(Beginning of Provided entries)

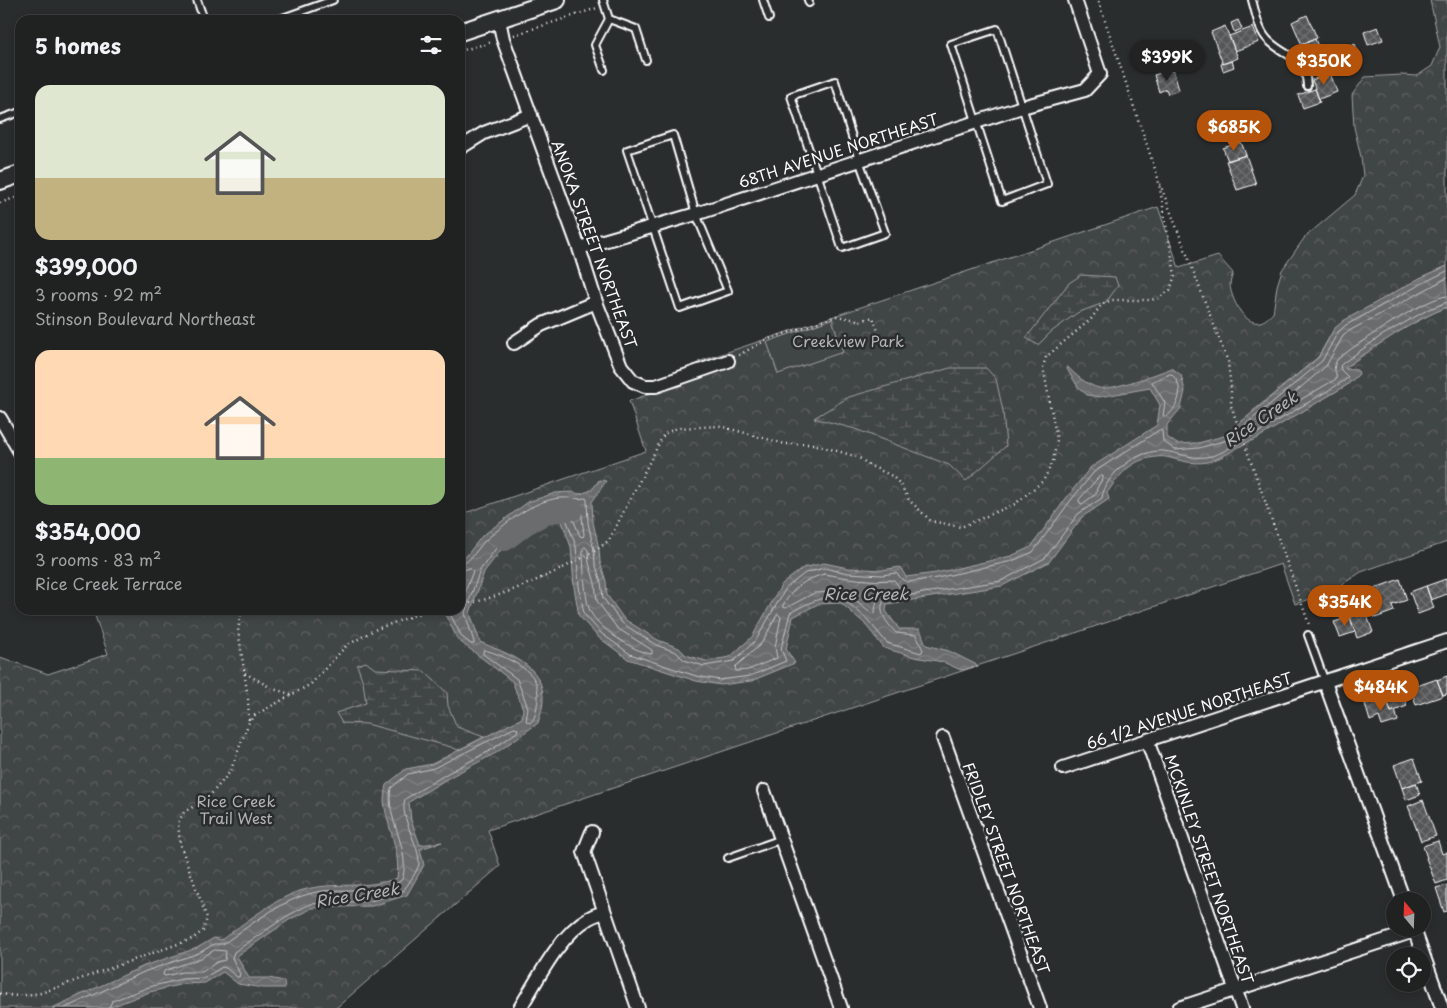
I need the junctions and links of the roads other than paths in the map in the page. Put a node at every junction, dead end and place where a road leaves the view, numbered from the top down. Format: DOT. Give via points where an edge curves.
graph roads {
  1 [pos="198,0"];
  2 [pos="333,0"];
  3 [pos="557,0"];
  4 [pos="763,0"];
  5 [pos="1075,0"];
  6 [pos="1252,0"];
  7 [pos="604,2"];
  8 [pos="202,15"];
  9 [pos="291,15"];
  10 [pos="769,18"];
  11 [pos="609,19"];
  12 [pos="499,20"];
  13 [pos="465,30"];
  14 [pos="646,60"];
  15 [pos="604,70"];
  16 [pos="1307,86"];
  17 [pos="1022,107"];
  18 [pos="15,114"];
  19 [pos="532,115"];
  20 [pos="0,119"];
  21 [pos="977,123"];
  22 [pos="465,145"];
  23 [pos="859,160"];
  24 [pos="816,173"];
  25 [pos="15,176"];
  26 [pos="0,181"];
  27 [pos="696,214"];
  28 [pos="652,226"];
  29 [pos="579,248"];
  30 [pos="596,302"];
  31 [pos="514,343"];
  32 [pos="728,360"];
  33 [pos="0,418"];
  34 [pos="15,444"];
  35 [pos="1308,635"];
  36 [pos="1447,641"];
  37 [pos="1324,682"];
  38 [pos="943,738"];
  39 [pos="1147,740"];
  40 [pos="1063,768"];
  41 [pos="764,791"];
  42 [pos="592,832"];
  43 [pos="782,839"];
  44 [pos="728,858"];
  45 [pos="1401,892"];
  46 [pos="604,912"];
  47 [pos="1390,938"];
  48 [pos="1417,938"];
  49 [pos="1235,990"];
  50 [pos="520,1008"];
  51 [pos="638,1008"];
  52 [pos="841,1008"];
  53 [pos="1040,1008"];
  54 [pos="1179,1008"];
  55 [pos="1242,1008"];
  56 [pos="1442,1008"];
  1 -- 8 [label="lane"];
  2 -- 9 [label="lane"];
  3 -- 12 [label="street"];
  4 -- 10 [label="lane"];
  5 -- 17 [label="street, 68TH AVENUE NORTHEAST" via="1100,74 1085,90"];
  6 -- 16 [label="lane" via="1260,28 1268,40 1301,64 1307,75"];
  7 -- 11 [label="lane"];
  11 -- 14 [label="lane" via="636,29"];
  11 -- 15 [label="lane" via="595,45"];
  12 -- 13 [label="street"];
  12 -- 19 [label="street, ANOKA STREET NORTHEAST"];
  17 -- 21 [label="street, 68TH AVENUE NORTHEAST"];
  17 -- 21 [label="lane" via="1047,184 1002,201"];
  17 -- 21 [label="lane" via="997,29 951,44"];
  18 -- 20 [label="lane"];
  19 -- 22 [label="street" via="484,133"];
  19 -- 29 [label="street, ANOKA STREET NORTHEAST"];
  21 -- 23 [label="street, 68TH AVENUE NORTHEAST"];
  23 -- 24 [label="street, 68TH AVENUE NORTHEAST"];
  23 -- 24 [label="lane" via="885,233 842,248"];
  23 -- 24 [label="lane" via="835,81 791,96"];
  24 -- 27 [label="street, 68TH AVENUE NORTHEAST"];
  25 -- 26 [label="street"];
  27 -- 28 [label="street, 68TH AVENUE NORTHEAST"];
  27 -- 28 [label="lane" via="672,135 627,150"];
  27 -- 28 [label="lane" via="728,291 680,308"];
  28 -- 29 [label="street, 68TH AVENUE NORTHEAST"];
  29 -- 30 [label="street, ANOKA STREET NORTHEAST"];
  30 -- 31 [label="street" via="541,325"];
  30 -- 32 [label="street, ANOKA STREET NORTHEAST" via="621,366 633,381 656,386"];
  33 -- 34 [label="street"];
  35 -- 37 [label="lane"];
  36 -- 37 [label="street, 66 1/2 AVENUE NORTHEAST"];
  37 -- 39 [label="street, 66 1/2 AVENUE NORTHEAST"];
  37 -- 45 [label="street"];
  38 -- 53 [label="street, FRIDLEY STREET NORTHEAST"];
  39 -- 40 [label="street, 66 1/2 AVENUE NORTHEAST"];
  39 -- 49 [label="street, MCKINLEY STREET NORTHEAST"];
  41 -- 43 [label="street"];
  42 -- 46 [label="street" via="584,852"];
  43 -- 44 [label="lane"];
  43 -- 52 [label="street"];
  46 -- 50 [label="street" via="590,917 563,942"];
  46 -- 51 [label="street"];
  47 -- 49 [label="street"];
  48 -- 56 [label="street"];
  49 -- 54 [label="street"];
  49 -- 55 [label="street, MCKINLEY STREET NORTHEAST"];
}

(End of Provided entries)

Required work:
Skip the images and restate each record above word for word.

Result for this exercise:
I need the junctions and links of the roads other than paths in the map in the page. Put a node at every junction, dead end and place where a road leaves the view, numbered from the top down. Format: DOT. Give via points where an edge curves.
graph roads {
  1 [pos="198,0"];
  2 [pos="333,0"];
  3 [pos="557,0"];
  4 [pos="763,0"];
  5 [pos="1075,0"];
  6 [pos="1252,0"];
  7 [pos="604,2"];
  8 [pos="202,15"];
  9 [pos="291,15"];
  10 [pos="769,18"];
  11 [pos="609,19"];
  12 [pos="499,20"];
  13 [pos="465,30"];
  14 [pos="646,60"];
  15 [pos="604,70"];
  16 [pos="1307,86"];
  17 [pos="1022,107"];
  18 [pos="15,114"];
  19 [pos="532,115"];
  20 [pos="0,119"];
  21 [pos="977,123"];
  22 [pos="465,145"];
  23 [pos="859,160"];
  24 [pos="816,173"];
  25 [pos="15,176"];
  26 [pos="0,181"];
  27 [pos="696,214"];
  28 [pos="652,226"];
  29 [pos="579,248"];
  30 [pos="596,302"];
  31 [pos="514,343"];
  32 [pos="728,360"];
  33 [pos="0,418"];
  34 [pos="15,444"];
  35 [pos="1308,635"];
  36 [pos="1447,641"];
  37 [pos="1324,682"];
  38 [pos="943,738"];
  39 [pos="1147,740"];
  40 [pos="1063,768"];
  41 [pos="764,791"];
  42 [pos="592,832"];
  43 [pos="782,839"];
  44 [pos="728,858"];
  45 [pos="1401,892"];
  46 [pos="604,912"];
  47 [pos="1390,938"];
  48 [pos="1417,938"];
  49 [pos="1235,990"];
  50 [pos="520,1008"];
  51 [pos="638,1008"];
  52 [pos="841,1008"];
  53 [pos="1040,1008"];
  54 [pos="1179,1008"];
  55 [pos="1242,1008"];
  56 [pos="1442,1008"];
  1 -- 8 [label="lane"];
  2 -- 9 [label="lane"];
  3 -- 12 [label="street"];
  4 -- 10 [label="lane"];
  5 -- 17 [label="street, 68TH AVENUE NORTHEAST" via="1100,74 1085,90"];
  6 -- 16 [label="lane" via="1260,28 1268,40 1301,64 1307,75"];
  7 -- 11 [label="lane"];
  11 -- 14 [label="lane" via="636,29"];
  11 -- 15 [label="lane" via="595,45"];
  12 -- 13 [label="street"];
  12 -- 19 [label="street, ANOKA STREET NORTHEAST"];
  17 -- 21 [label="street, 68TH AVENUE NORTHEAST"];
  17 -- 21 [label="lane" via="1047,184 1002,201"];
  17 -- 21 [label="lane" via="997,29 951,44"];
  18 -- 20 [label="lane"];
  19 -- 22 [label="street" via="484,133"];
  19 -- 29 [label="street, ANOKA STREET NORTHEAST"];
  21 -- 23 [label="street, 68TH AVENUE NORTHEAST"];
  23 -- 24 [label="street, 68TH AVENUE NORTHEAST"];
  23 -- 24 [label="lane" via="885,233 842,248"];
  23 -- 24 [label="lane" via="835,81 791,96"];
  24 -- 27 [label="street, 68TH AVENUE NORTHEAST"];
  25 -- 26 [label="street"];
  27 -- 28 [label="street, 68TH AVENUE NORTHEAST"];
  27 -- 28 [label="lane" via="672,135 627,150"];
  27 -- 28 [label="lane" via="728,291 680,308"];
  28 -- 29 [label="street, 68TH AVENUE NORTHEAST"];
  29 -- 30 [label="street, ANOKA STREET NORTHEAST"];
  30 -- 31 [label="street" via="541,325"];
  30 -- 32 [label="street, ANOKA STREET NORTHEAST" via="621,366 633,381 656,386"];
  33 -- 34 [label="street"];
  35 -- 37 [label="lane"];
  36 -- 37 [label="street, 66 1/2 AVENUE NORTHEAST"];
  37 -- 39 [label="street, 66 1/2 AVENUE NORTHEAST"];
  37 -- 45 [label="street"];
  38 -- 53 [label="street, FRIDLEY STREET NORTHEAST"];
  39 -- 40 [label="street, 66 1/2 AVENUE NORTHEAST"];
  39 -- 49 [label="street, MCKINLEY STREET NORTHEAST"];
  41 -- 43 [label="street"];
  42 -- 46 [label="street" via="584,852"];
  43 -- 44 [label="lane"];
  43 -- 52 [label="street"];
  46 -- 50 [label="street" via="590,917 563,942"];
  46 -- 51 [label="street"];
  47 -- 49 [label="street"];
  48 -- 56 [label="street"];
  49 -- 54 [label="street"];
  49 -- 55 [label="street, MCKINLEY STREET NORTHEAST"];
}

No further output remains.